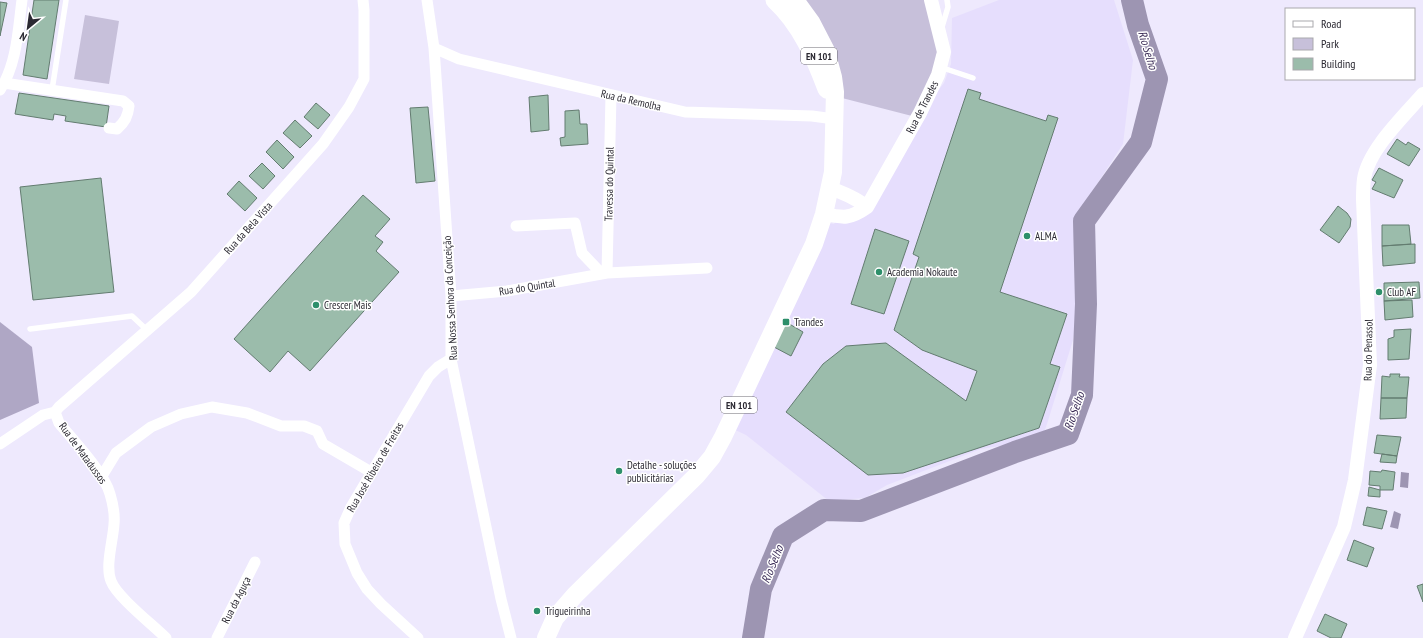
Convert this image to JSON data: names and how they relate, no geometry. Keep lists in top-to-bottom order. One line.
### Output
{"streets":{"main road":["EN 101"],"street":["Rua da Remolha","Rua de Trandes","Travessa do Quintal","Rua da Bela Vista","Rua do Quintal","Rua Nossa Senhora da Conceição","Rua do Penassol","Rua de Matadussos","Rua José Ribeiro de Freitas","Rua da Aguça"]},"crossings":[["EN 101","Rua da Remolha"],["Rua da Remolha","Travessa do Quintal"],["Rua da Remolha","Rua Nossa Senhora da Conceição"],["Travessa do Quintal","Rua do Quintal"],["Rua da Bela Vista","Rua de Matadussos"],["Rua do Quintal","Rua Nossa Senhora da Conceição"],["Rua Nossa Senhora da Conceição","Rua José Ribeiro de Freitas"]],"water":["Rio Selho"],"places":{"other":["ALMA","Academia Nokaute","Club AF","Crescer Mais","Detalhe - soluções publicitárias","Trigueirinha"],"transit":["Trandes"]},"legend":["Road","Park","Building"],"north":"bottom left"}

What is required: Each line of the material above should be set down exactly, with no pictures.

Response to this exercise:
Convert this image to JSON data: names and how they relate, no geometry. Keep lists in top-to-bottom order. One line.
### Output
{"streets":{"main road":["EN 101"],"street":["Rua da Remolha","Rua de Trandes","Travessa do Quintal","Rua da Bela Vista","Rua do Quintal","Rua Nossa Senhora da Conceição","Rua do Penassol","Rua de Matadussos","Rua José Ribeiro de Freitas","Rua da Aguça"]},"crossings":[["EN 101","Rua da Remolha"],["Rua da Remolha","Travessa do Quintal"],["Rua da Remolha","Rua Nossa Senhora da Conceição"],["Travessa do Quintal","Rua do Quintal"],["Rua da Bela Vista","Rua de Matadussos"],["Rua do Quintal","Rua Nossa Senhora da Conceição"],["Rua Nossa Senhora da Conceição","Rua José Ribeiro de Freitas"]],"water":["Rio Selho"],"places":{"other":["ALMA","Academia Nokaute","Club AF","Crescer Mais","Detalhe - soluções publicitárias","Trigueirinha"],"transit":["Trandes"]},"legend":["Road","Park","Building"],"north":"bottom left"}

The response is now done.